S2. VaultServiceInner.unlocked: bool redundant with seed: Option<Seed>

Documents: crates/vault/service.md (L3541)

Resolution: Added an invariant note: unlocked is true iff seed.is_some(); is_unlocked() reads unlocked for cheap checks, but the ground truth is seed.is_some().


S3. ExtendedPrivKey/Mnemonic accessor signatures incomplete

Documents: crates/vault/mnemonic-derivation.md (L5863, L138150)

Resolution: Added accessor signatures for ExtendedPrivKey (private_key(), public_key(), chain_code(), path()).


S4. CURRENT_KEY_VERSION module location unspecified

Documents: decisions/021-... (L159), crates/vault/encryption.md (L154)

Resolution: Added: CURRENT_KEY_VERSION lives in encryption.rs and is re-exported from the crate root.


S5. ADR-018 stale actor reference

Documents: decisions/018 (L155156)

Resolution: Removed the stale actor/mpsc sentence (addressed in C4).

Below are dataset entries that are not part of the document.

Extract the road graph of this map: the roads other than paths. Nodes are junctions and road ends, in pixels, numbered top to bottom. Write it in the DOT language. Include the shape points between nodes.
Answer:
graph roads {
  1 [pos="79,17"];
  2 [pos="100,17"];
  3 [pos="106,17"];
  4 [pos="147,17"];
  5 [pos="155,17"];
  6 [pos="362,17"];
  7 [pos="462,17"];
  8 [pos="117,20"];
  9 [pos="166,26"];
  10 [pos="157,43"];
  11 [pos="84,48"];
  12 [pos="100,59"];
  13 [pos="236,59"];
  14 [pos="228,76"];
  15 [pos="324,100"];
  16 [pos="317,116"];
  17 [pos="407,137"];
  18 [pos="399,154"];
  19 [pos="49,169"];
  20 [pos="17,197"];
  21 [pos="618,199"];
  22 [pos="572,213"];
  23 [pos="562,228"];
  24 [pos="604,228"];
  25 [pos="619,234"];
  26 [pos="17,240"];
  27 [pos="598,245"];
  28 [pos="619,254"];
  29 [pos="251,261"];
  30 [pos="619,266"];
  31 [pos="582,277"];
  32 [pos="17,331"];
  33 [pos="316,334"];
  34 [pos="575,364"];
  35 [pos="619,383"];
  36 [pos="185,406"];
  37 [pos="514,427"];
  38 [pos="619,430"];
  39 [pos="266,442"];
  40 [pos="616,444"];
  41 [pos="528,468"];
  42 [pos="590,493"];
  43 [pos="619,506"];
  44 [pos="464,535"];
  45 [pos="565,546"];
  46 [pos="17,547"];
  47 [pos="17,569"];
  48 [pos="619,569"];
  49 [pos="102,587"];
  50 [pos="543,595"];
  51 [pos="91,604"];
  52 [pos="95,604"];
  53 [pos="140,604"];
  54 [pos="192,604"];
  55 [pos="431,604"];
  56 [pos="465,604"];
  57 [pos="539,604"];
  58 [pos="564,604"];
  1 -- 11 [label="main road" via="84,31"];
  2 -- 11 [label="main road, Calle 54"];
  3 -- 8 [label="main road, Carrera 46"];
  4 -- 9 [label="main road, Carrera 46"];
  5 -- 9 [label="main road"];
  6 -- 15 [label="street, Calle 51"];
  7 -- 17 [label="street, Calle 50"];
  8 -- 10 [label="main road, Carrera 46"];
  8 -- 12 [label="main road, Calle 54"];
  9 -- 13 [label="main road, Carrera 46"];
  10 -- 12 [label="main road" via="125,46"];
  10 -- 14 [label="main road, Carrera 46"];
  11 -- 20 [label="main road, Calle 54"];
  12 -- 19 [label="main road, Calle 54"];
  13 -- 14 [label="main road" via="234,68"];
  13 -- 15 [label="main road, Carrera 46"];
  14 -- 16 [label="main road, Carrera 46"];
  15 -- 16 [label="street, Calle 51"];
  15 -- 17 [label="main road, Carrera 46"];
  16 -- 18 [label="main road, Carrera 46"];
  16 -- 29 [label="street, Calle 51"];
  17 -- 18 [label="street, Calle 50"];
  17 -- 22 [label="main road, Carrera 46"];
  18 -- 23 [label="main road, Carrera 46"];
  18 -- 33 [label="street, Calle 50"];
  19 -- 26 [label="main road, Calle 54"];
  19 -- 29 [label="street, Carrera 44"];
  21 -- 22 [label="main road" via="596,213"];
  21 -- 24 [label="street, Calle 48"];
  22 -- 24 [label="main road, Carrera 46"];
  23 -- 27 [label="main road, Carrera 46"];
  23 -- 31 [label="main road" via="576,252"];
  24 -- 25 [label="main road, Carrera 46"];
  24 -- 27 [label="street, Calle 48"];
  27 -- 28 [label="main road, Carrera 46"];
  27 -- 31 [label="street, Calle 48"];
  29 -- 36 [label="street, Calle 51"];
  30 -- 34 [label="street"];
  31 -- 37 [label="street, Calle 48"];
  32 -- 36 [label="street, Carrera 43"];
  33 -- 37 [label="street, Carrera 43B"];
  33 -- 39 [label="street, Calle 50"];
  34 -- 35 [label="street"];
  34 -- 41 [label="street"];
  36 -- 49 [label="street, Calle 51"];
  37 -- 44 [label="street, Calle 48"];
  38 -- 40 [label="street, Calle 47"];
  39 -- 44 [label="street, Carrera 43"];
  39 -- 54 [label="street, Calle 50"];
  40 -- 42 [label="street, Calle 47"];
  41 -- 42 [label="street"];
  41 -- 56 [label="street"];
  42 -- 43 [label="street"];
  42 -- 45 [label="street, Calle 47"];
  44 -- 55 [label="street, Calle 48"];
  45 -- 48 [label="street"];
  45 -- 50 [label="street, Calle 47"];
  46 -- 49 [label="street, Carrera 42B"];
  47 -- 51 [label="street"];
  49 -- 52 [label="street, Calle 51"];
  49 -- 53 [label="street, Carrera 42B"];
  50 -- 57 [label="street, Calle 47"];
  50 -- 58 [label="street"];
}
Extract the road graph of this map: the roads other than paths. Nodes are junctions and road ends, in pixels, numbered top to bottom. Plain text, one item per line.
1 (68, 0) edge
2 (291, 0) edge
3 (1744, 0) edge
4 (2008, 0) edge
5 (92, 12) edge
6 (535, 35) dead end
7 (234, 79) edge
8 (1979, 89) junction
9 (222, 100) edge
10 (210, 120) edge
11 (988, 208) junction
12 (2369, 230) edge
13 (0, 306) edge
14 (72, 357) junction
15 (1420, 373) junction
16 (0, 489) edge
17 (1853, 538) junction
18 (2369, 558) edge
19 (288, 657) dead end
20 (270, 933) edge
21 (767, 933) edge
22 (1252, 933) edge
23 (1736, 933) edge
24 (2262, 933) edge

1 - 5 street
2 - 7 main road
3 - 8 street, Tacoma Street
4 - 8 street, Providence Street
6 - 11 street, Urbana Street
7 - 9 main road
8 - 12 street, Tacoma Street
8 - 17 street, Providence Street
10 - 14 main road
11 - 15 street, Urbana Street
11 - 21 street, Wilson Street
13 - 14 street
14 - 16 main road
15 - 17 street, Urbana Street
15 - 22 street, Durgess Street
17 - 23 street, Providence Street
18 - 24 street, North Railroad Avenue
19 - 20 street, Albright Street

S6. device_path/encryption_path_for_version/derive_path_from_seed not in re-export list

Documents: crates/vault/README.md (L136154)

Resolution: Added a note that derivation helpers are accessible as alknet_vault::derivation::*.


Summary Statistics

Severity Count Status
Critical 11 All resolved (C1C11)
Warning 14 All resolved (W1W14)
Suggestion 6 All resolved (S1S6)

All findings resolved. Resolution summary:

  1. Vault type/reconciliation pass (C1C5, W2W5, W9W13, S1S4): Fixed DerivedKey derive contradiction, encrypt prose, return-type divergence, RwLock contradiction, drift table, CachedKey/EncryptionKey/ Secp256k1ExtendedPrivKey definitions, encryption_path_for_version guard, unlock_new behavior, KeyType justification, free-vs-method relationship, rotate placement.
  2. Core+call type/API pass (C6C11, W1, W6W8, W14, S5S6): Fixed ADR-022 stale sketches, defined Capabilities, SessionOverlaySource, CallConnection, Layer 2 registration API, CompositeOperationEnv dispatch, with_local signature, invoke_with_policy default impl, payload schemas, timeout, request ID generation, CallAdapter constructor.
  3. Inline definitions (W11): Added OperationProvenance and CompositionAuthority inline in operation-registry.md.

Review #003 is complete. All 11 critical, 14 warning, and 6 suggestion findings resolved.